Amos 2:9 MEANING



Amos 2:9
(9) Destroyed I.--Emphasis belongs to the pronoun "I." The Amorites proper occupied the S.W. coast of the Dead Sea. Their formidable stature and power were attributed occasionally to all the inhabitants of the land. (Joshua 24:18; Judges 6:10.) They were absorbed before the time of Amos.

Verse 9. - God complains of Israel's ingratitude for the favour which he had shown them. And yet I. The personal pronoun has a prominent position, and is continually repeated, to contrast God's faithfulness and the people's unthankfulness. The Amorite (Joshua 24:8, 18). The representative of the seven nations of Canaan who were dispossessed by the Israelites (Genesis 15:16; Exodus 23:27; Exodus 34:11). The hyperbolical description of this people is taken from Numbers 13:32, etc.; Deuteronomy 1:28. Thus is shown Israel's inability to cope with such an enemy, and their entire dependence on the help of the Lord. Fruit... roots. Keil explains that the posterity of a nation is regarded as its fruit, and the kernel of the nation out of which it springs as the root, comparing Job 18:16; Ezekiel 17:9; Hosea 9:16. The expression is equivalent to our "root and branch" (Malachi 4:1).

2:9-16 We need often to be reminded of the mercies we have received; which add much to the evil of the sins we have committed. They had helps for their souls, which taught them how to make good use of their earthly enjoyments, and were therefore more valuable. Faithful ministers are great blessings to any people; but it is God that raises them up to be so. Sinners' own consciences will witness that he has not been wanting to them in the means of grace. They did what they could to lead believers aside. Satan and his agents are busy to corrupt the minds of young people who look heavenward; they overcome many by drawing them to the love of mirth and pleasure, and into drinking company. Multitudes of young men who bade fair as professors of religion, have erred through strong drink, and have been undone for ever. The Lord complains of sin, especially the sins of his professing people, as a burden to him. And though his long-suffering be tired, his power is not, and so the sinner will find to his cost. When men reject God's word, adding obstinacy to sin, and this becomes the general character of a people, they will be given up to misery, notwithstanding all their boasted power and resources.

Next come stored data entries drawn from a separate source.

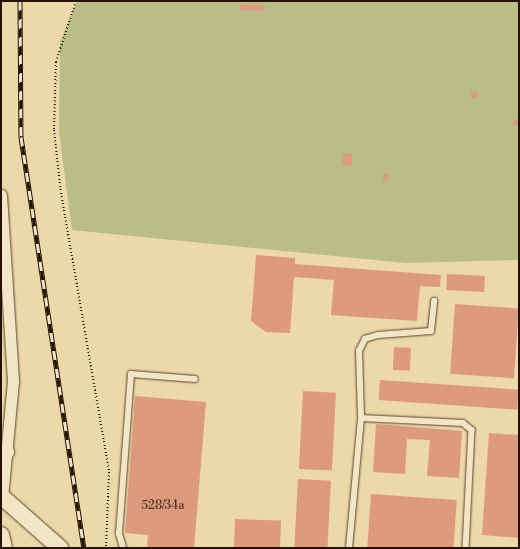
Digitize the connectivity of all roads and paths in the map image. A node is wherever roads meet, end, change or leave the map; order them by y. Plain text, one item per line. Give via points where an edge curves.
1 (76, 1) edge
2 (1, 195) edge
3 (434, 301) dead end
4 (195, 379) dead end
5 (361, 418) junction
6 (4, 455) edge
7 (2, 496) edge
8 (1, 502) edge
9 (1, 535) edge
10 (4, 548) edge
11 (60, 548) edge
12 (106, 548) edge
13 (122, 548) edge
14 (349, 548) edge
15 (466, 548) edge

1 - 12 path via 56,62 54,130 61,193 109,472
2 - 6 street via 13,381
3 - 5 lane via 431,331 365,339 359,351
4 - 13 lane via 131,374 119,534
5 - 14 lane
5 - 15 lane via 463,423 472,430
6 - 7 street
7 - 8 main road
7 - 11 main road
9 - 10 main road

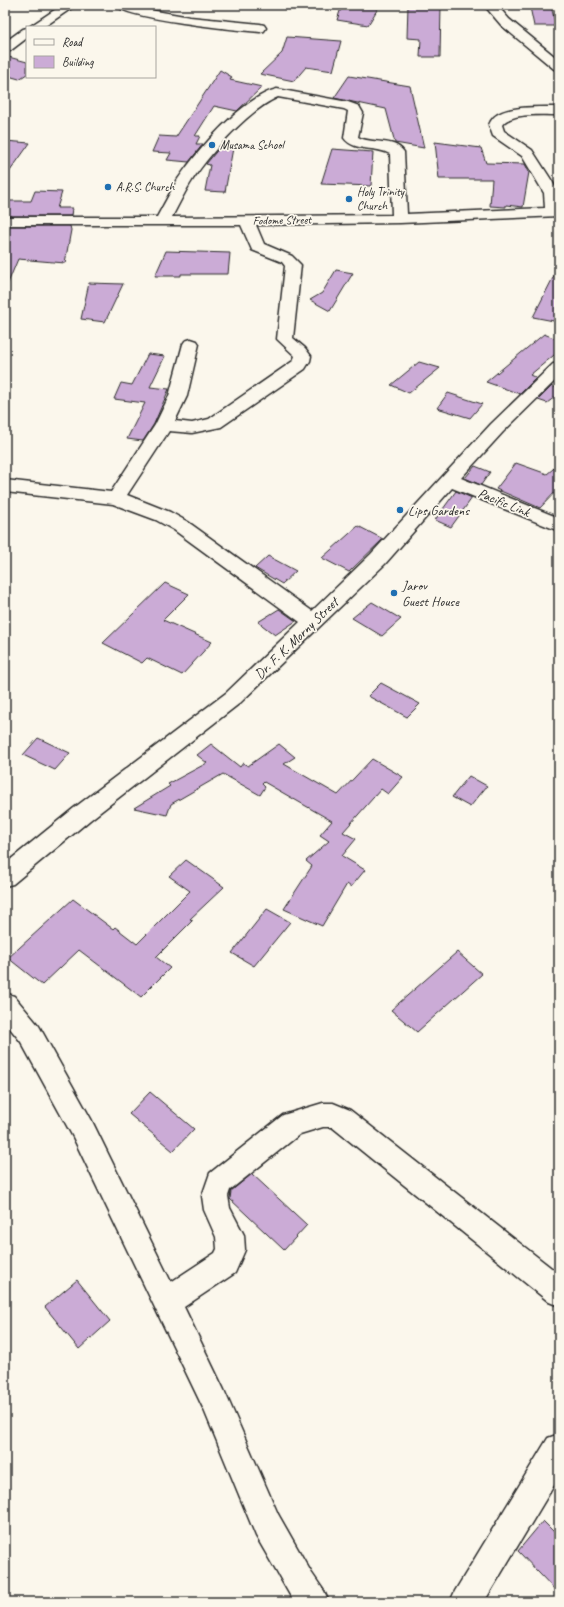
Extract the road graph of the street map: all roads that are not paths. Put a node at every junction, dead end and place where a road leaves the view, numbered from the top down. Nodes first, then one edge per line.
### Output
1 (70, 5) edge
2 (120, 5) edge
3 (490, 5) edge
4 (37, 26) edge
5 (260, 28) dead end
6 (26, 33) edge
7 (5, 48) edge
8 (558, 63) edge
9 (559, 111) edge
10 (556, 212) edge
11 (400, 219) junction
12 (162, 220) junction
13 (5, 221) edge
14 (247, 221) junction
15 (191, 344) dead end
16 (559, 368) edge
17 (164, 425) junction
18 (450, 480) junction
19 (5, 486) edge
20 (116, 498) junction
21 (559, 525) edge
22 (313, 622) junction
23 (5, 876) edge
24 (5, 1004) edge
25 (559, 1292) edge
26 (166, 1302) junction
27 (559, 1449) edge
28 (313, 1602) edge
29 (466, 1602) edge

1 - 4 street
2 - 5 street
3 - 8 street
6 - 7 street
9 - 10 street
10 - 11 street, Fodome Street
11 - 12 street
11 - 14 street, Fodome Street
12 - 13 street, Fodome Street
12 - 14 street, Fodome Street
14 - 17 street
15 - 17 street
16 - 18 street, Dr. F. K. Morny Street
17 - 20 street
18 - 21 street, Pacific Link
18 - 22 street, Dr. F. K. Morny Street
19 - 20 street
20 - 22 street
22 - 23 street, Dr. F. K. Morny Street
24 - 26 street
25 - 26 street
26 - 28 street
27 - 29 street

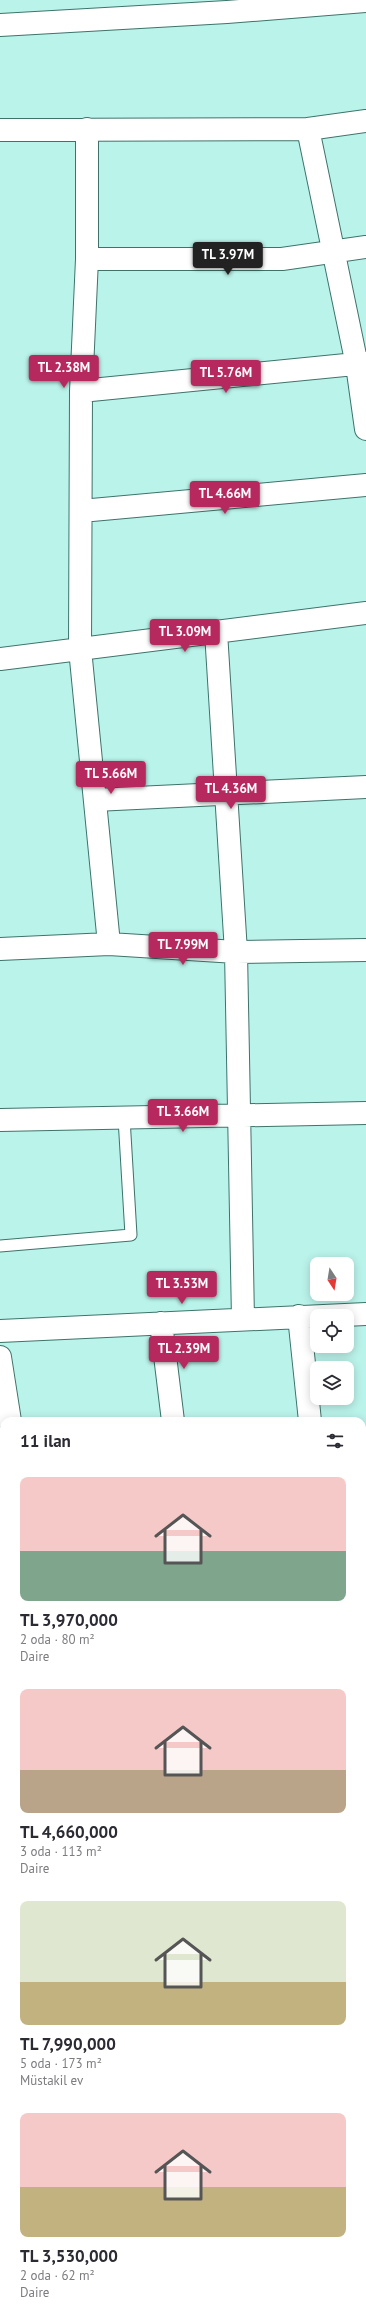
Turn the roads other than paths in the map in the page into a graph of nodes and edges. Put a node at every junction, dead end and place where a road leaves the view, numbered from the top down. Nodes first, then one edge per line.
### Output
1 (366, 1) edge
2 (337, 2) edge
3 (227, 6) edge
4 (0, 26) edge
5 (366, 121) edge
6 (87, 129) junction
7 (308, 129) junction
8 (0, 130) edge
9 (366, 247) edge
10 (333, 252) junction
11 (87, 259) junction
12 (361, 364) edge
13 (81, 391) junction
14 (366, 429) edge
15 (366, 485) edge
16 (81, 511) junction
17 (366, 613) edge
18 (216, 632) junction
19 (80, 649) junction
20 (0, 659) edge
21 (366, 787) edge
22 (225, 794) junction
23 (95, 800) junction
24 (109, 944) junction
25 (0, 949) edge
26 (366, 950) edge
27 (236, 952) junction
28 (366, 1113) edge
29 (240, 1115) junction
30 (124, 1118) junction
31 (0, 1120) edge
32 (0, 1246) edge
33 (366, 1314) edge
34 (299, 1316) junction
35 (243, 1319) junction
36 (161, 1323) junction
37 (0, 1331) edge
38 (0, 1357) edge
39 (9, 1417) edge
40 (173, 1417) edge
41 (310, 1417) edge

1 - 2 street
2 - 3 street
3 - 4 street
5 - 7 street
6 - 7 street
6 - 8 street
6 - 11 street
7 - 10 street
9 - 10 street
10 - 11 street
10 - 12 street
11 - 13 street
12 - 13 street
12 - 14 street
13 - 16 street
15 - 16 street
16 - 19 street
17 - 18 street
18 - 19 street
18 - 22 street
19 - 20 street
19 - 23 street
21 - 22 street
22 - 23 street
22 - 27 street
23 - 24 street
24 - 25 street
24 - 27 street
26 - 27 street
27 - 29 street
28 - 29 street
29 - 30 street
29 - 35 street
30 - 31 street
30 - 32 lane
33 - 34 street
34 - 35 street
34 - 41 street
35 - 36 street
36 - 37 street
36 - 40 street
38 - 39 street

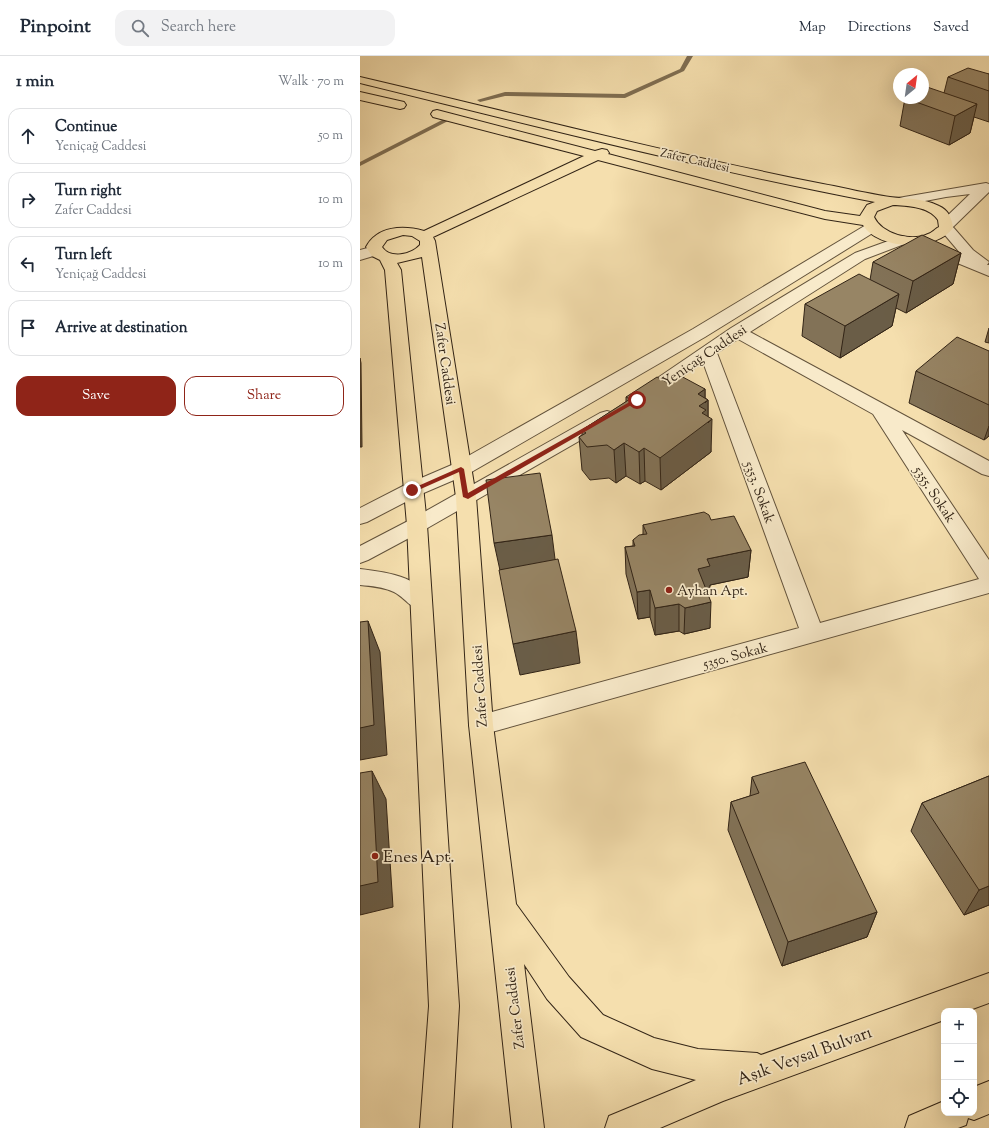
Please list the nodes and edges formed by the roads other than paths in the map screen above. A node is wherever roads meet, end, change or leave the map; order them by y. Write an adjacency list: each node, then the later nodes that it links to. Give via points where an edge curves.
1 (360, 80): 5 (main road, Zafer Caddesi)
2 (360, 96): 3 (main road)
3 (410, 108)
4 (425, 111): 6 (main road, Zafer Caddesi)
5 (618, 143): 6 (main road); 8 (main road, Zafer Caddesi, via 842,192)
6 (597, 156): 9 (main road, Zafer Caddesi); 11 (main road)
7 (986, 187): 8 (street); 10 (street)
8 (898, 201): 9 (main road, via 870,208 866,214); 10 (main road, Zafer Caddesi, via 917,203 934,209 945,218)
9 (868, 225): 12 (main road, Zafer Caddesi, via 890,238); 20 (street, Yeniçağ Caddesi, via 699,333)
10 (947, 226): 12 (main road, via 936,237); 15 (street, via 968,253)
11 (426, 240): 13 (main road, via 425,249 412,256 394,258); 13 (main road, via 419,233 407,231 387,235 375,242 374,247); 20 (main road, Zafer Caddesi)
12 (908, 241): 16 (street); 17 (street, Yeniçağ Caddesi, via 860,256)
13 (380, 254): 14 (street); 22 (main road, via 392,270)
14 (360, 256)
15 (989, 267)
16 (989, 271)
17 (737, 332): 18 (street, Yeniçağ Caddesi); 19 (street)
18 (708, 351): 23 (street, Yeniçağ Caddesi, via 637,400); 31 (street, 5353. Sokak)
19 (881, 411): 21 (street); 28 (street, 5355. Sokak)
20 (461, 469): 22 (street, Yeniçağ Caddesi); 23 (main road, Zafer Caddesi)
21 (989, 469)
22 (412, 490): 24 (street, Yeniçağ Caddesi); 25 (main road)
23 (466, 497): 25 (street, Yeniçağ Caddesi); 32 (main road, Zafer Caddesi)
24 (360, 517)
25 (416, 525): 26 (street, Yeniçağ Caddesi); 30 (main road)
26 (360, 555)
27 (360, 577): 30 (street, via 384,580 404,587)
28 (989, 577)
29 (989, 585): 31 (street, 5350. Sokak)
30 (421, 601): 39 (main road, via 444,1006)
31 (813, 634): 32 (street, 5350. Sokak)
32 (481, 725): 33 (main road, Zafer Caddesi)
33 (502, 908): 35 (main road, via 558,988 592,1026 652,1053 698,1065); 40 (main road, Zafer Caddesi)
34 (989, 988): 35 (main road, Aşık Veysal Bulvarı)
35 (764, 1070): 41 (main road, Aşık Veysal Bulvarı)
36 (989, 1097): 37 (main road)
37 (977, 1103)
38 (947, 1116): 42 (main road)
39 (436, 1128)
40 (528, 1128)
41 (621, 1128)
42 (921, 1128)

May we then humble ourselves before the Lord, for all our ingratitude and unfaithfulness.Yet destroyed I the Amorite before them,.... Here the Lord by the prophet reckons up the many favours and blessings he had bestowed upon Israel, which was an aggravation of their sins, and showed them to be guilty of great ingratitude, and a justification of him in his punishment of them he drove out the seven nations of Canaanites from before them, to make way for them, and destroyed them, of which the Amorite was a principal, and is here put for all the rest:

whose height was like the height of the cedars; being both tall of stature, and in great honour and dignity with the other nations, and in very opulent and flourishing circumstances:

and he was strong as the oaks: not only like the tall cedars of Lebanon for their height and largeness of stature, but like the sturdy oaks for the strength of their bodies, being of the race of the giants, Numbers 13:28;

yet I destroyed his fruit from above, and his roots from beneath; that is, utterly destroyed him, root and branch, so that nothing of him remained; still persisting in the metaphor of a tree. Jarchi interprets it of their superior and inferior princes; but it seems best to understand it of children with their parents, the one being the fruit, the other the root; and, both being destroyed, there must be utter ruin.